DATA:
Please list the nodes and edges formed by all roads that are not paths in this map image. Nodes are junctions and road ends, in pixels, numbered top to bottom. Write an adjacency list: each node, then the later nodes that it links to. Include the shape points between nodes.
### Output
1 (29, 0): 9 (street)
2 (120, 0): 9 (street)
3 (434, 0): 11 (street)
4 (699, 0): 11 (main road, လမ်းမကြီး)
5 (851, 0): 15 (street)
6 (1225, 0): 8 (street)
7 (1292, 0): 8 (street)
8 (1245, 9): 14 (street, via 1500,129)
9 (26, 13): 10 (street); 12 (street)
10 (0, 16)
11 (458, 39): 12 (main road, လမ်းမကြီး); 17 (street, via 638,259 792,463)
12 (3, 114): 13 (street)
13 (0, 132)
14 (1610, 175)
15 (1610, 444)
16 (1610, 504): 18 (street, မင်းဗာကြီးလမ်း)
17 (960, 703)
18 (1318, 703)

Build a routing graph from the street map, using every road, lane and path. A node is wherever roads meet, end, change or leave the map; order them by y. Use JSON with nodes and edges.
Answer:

--

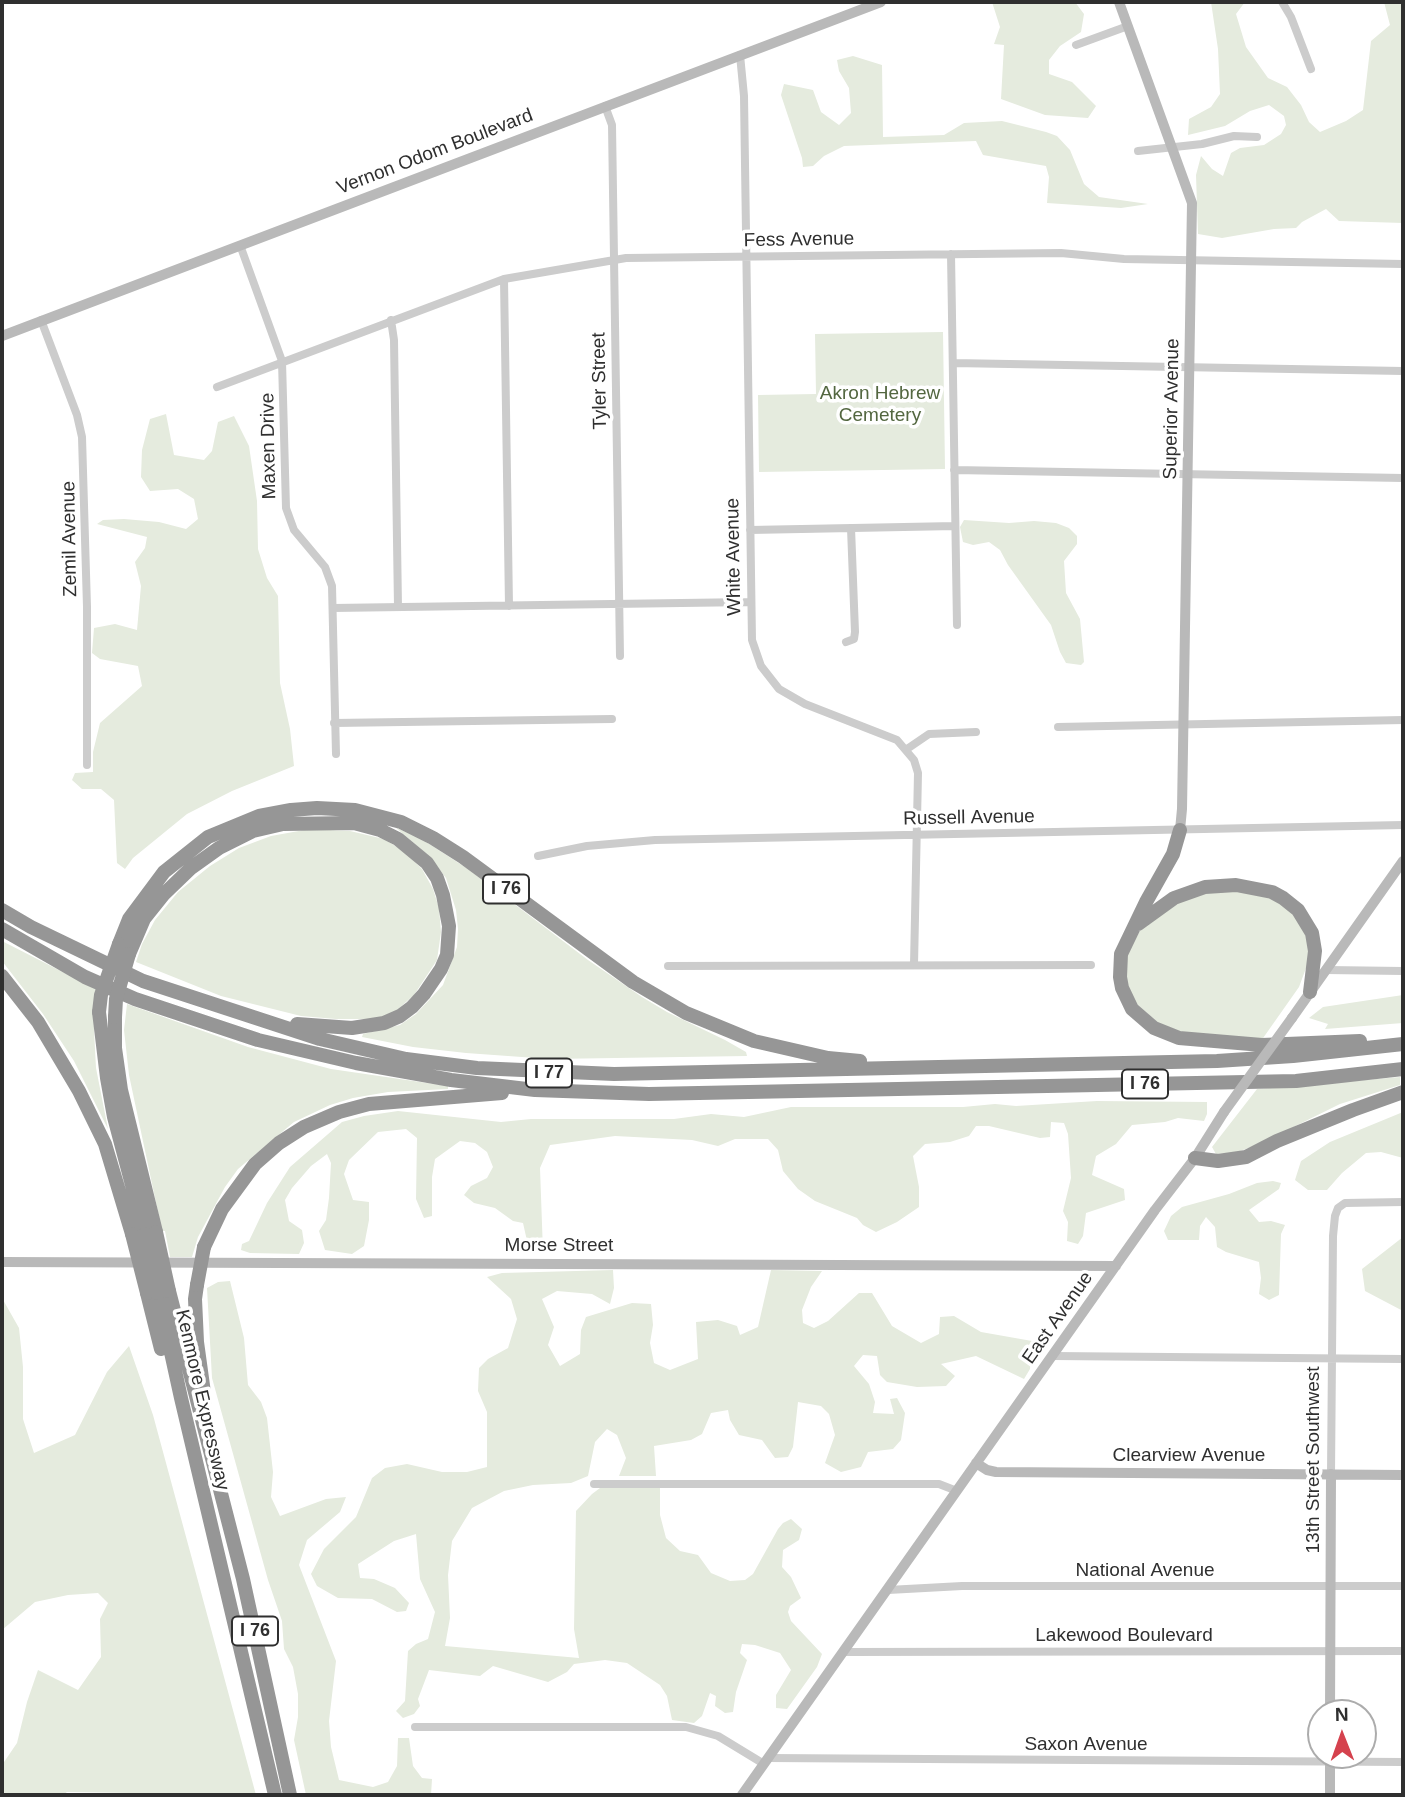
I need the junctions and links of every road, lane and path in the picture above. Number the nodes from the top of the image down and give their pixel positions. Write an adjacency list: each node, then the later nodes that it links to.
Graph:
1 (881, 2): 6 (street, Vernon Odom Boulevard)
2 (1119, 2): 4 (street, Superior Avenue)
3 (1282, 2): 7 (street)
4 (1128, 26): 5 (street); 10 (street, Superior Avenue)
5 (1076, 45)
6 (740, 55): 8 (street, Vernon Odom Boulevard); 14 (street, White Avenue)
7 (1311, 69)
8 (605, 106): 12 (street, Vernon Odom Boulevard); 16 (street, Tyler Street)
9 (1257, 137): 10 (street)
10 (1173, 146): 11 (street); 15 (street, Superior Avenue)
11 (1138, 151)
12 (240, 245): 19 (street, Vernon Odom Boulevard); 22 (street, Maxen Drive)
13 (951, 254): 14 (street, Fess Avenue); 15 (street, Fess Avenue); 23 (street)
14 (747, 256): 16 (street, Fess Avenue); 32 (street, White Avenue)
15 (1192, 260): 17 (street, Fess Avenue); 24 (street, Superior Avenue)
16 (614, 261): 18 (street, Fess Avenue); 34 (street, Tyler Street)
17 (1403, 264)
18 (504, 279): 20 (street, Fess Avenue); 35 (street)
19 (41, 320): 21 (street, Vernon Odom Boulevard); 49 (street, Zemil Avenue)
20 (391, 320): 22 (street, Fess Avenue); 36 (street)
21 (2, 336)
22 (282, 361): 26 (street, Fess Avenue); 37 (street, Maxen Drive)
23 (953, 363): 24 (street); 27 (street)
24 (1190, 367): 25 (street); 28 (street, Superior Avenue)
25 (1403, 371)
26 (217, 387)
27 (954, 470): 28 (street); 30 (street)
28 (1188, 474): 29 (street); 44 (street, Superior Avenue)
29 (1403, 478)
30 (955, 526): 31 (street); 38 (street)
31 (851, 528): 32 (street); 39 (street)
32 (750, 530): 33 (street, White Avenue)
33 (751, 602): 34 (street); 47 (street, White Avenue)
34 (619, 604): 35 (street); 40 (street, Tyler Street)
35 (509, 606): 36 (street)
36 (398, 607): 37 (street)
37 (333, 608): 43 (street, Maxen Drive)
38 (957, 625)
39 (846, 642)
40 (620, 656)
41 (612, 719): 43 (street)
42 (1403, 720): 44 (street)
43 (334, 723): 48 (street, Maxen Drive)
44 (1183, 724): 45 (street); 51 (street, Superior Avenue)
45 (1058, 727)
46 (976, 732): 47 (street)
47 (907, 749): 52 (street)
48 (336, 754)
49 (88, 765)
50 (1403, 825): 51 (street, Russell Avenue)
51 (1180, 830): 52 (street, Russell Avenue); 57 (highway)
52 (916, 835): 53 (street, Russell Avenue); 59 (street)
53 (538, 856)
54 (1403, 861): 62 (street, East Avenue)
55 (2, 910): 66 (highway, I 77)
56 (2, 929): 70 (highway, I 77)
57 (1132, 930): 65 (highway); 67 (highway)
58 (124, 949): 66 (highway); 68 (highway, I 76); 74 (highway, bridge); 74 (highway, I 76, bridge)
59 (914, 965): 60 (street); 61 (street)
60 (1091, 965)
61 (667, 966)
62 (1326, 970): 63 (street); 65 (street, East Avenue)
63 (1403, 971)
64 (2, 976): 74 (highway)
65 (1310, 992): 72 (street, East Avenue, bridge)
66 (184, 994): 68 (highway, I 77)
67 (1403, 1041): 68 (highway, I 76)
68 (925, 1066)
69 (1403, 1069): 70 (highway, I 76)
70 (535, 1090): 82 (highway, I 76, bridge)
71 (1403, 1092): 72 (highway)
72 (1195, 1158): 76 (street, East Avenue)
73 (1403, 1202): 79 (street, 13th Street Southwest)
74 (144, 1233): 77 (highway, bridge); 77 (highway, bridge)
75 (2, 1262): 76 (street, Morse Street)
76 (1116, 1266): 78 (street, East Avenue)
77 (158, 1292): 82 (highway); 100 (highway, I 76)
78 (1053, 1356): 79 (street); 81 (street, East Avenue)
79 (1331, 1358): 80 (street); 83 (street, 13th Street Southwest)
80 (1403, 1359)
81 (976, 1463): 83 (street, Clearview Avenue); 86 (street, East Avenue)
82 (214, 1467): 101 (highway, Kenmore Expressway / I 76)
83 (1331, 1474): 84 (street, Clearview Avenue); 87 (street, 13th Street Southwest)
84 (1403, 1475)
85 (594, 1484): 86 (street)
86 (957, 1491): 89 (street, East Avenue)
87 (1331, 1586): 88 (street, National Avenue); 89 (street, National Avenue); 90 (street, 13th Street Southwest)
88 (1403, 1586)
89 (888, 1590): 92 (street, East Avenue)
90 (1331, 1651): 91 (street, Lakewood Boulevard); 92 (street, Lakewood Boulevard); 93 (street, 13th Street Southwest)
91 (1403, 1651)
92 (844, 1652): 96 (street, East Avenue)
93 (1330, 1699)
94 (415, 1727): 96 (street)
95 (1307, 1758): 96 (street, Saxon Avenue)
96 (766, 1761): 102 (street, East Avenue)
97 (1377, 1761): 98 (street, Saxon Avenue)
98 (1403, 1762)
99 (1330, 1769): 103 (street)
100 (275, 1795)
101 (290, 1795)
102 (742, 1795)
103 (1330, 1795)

TRY IT:
The answer must consist of every line from the data that holds the string "junctions".

OUTPUT OF THE EXERCISE:
Please list the nodes and edges formed by all roads that are not paths in this map image. Nodes are junctions and road ends, in pixels, numbered top to bottom. Write an adjacency list: each node, then the later nodes that it links to. Include the shape points between nodes.
I need the junctions and links of every road, lane and path in the picture above. Number the nodes from the top of the image down and give their pixel positions. Write an adjacency list: each node, then the later nodes that it links to.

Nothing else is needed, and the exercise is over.